Available data:
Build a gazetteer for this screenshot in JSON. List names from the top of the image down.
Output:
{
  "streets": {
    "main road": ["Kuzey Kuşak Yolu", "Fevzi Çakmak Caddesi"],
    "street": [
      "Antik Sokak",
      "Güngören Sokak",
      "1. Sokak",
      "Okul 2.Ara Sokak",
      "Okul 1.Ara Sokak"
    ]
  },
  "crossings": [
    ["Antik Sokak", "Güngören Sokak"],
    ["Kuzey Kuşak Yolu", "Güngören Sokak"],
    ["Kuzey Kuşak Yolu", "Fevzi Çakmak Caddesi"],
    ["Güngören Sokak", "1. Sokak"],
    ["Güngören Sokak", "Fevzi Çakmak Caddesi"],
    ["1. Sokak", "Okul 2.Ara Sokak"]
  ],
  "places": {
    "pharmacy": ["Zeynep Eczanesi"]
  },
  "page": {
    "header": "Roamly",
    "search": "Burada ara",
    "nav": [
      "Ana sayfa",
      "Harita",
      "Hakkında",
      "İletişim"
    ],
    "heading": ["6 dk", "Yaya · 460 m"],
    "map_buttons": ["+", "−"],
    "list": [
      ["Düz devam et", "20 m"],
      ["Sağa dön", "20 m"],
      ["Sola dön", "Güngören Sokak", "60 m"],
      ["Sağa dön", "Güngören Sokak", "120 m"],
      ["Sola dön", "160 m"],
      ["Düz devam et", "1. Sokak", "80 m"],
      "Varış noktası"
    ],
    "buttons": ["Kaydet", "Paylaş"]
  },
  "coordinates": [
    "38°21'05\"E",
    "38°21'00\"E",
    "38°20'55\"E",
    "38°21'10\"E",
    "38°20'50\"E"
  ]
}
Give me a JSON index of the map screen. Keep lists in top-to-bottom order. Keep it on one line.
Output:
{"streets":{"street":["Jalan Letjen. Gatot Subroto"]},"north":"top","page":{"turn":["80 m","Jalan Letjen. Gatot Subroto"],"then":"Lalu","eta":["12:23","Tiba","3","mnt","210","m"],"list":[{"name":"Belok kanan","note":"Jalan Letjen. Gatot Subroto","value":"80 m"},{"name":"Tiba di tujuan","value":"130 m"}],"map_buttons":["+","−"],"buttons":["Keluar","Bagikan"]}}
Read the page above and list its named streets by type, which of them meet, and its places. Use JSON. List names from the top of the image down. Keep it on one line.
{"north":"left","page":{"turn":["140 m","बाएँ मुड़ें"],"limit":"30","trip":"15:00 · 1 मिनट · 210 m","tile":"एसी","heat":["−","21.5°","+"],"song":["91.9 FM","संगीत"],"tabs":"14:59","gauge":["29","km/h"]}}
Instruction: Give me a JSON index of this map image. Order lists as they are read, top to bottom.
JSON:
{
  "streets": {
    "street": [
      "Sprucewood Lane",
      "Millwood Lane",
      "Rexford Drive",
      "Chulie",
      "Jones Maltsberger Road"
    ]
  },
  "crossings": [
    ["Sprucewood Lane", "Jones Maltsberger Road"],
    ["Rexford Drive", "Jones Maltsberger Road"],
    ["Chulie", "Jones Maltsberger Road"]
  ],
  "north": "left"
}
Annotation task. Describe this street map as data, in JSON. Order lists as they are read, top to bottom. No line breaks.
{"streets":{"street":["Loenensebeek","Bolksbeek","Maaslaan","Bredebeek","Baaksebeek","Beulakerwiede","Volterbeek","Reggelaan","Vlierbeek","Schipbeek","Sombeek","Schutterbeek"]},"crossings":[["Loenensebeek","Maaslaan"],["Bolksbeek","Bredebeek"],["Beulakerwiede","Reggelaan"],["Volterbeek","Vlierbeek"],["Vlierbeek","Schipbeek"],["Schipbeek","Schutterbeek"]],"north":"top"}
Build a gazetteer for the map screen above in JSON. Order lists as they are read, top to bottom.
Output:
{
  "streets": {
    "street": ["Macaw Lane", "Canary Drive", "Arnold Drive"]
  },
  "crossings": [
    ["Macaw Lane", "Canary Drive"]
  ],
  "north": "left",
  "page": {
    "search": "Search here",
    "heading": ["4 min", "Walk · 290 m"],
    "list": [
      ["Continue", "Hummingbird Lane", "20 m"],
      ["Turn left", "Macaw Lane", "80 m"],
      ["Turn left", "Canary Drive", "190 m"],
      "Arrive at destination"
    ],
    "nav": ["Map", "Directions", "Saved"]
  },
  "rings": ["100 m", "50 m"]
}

Exercise: Having found the line with "Build a gazetteer for the", please set it down along with every line after it through the end of the material above, exactly and with nothing added.

Written answer:
Build a gazetteer for the map screen above in JSON. Order lists as they are read, top to bottom.
Output:
{
  "streets": {
    "street": ["Macaw Lane", "Canary Drive", "Arnold Drive"]
  },
  "crossings": [
    ["Macaw Lane", "Canary Drive"]
  ],
  "north": "left",
  "page": {
    "search": "Search here",
    "heading": ["4 min", "Walk · 290 m"],
    "list": [
      ["Continue", "Hummingbird Lane", "20 m"],
      ["Turn left", "Macaw Lane", "80 m"],
      ["Turn left", "Canary Drive", "190 m"],
      "Arrive at destination"
    ],
    "nav": ["Map", "Directions", "Saved"]
  },
  "rings": ["100 m", "50 m"]
}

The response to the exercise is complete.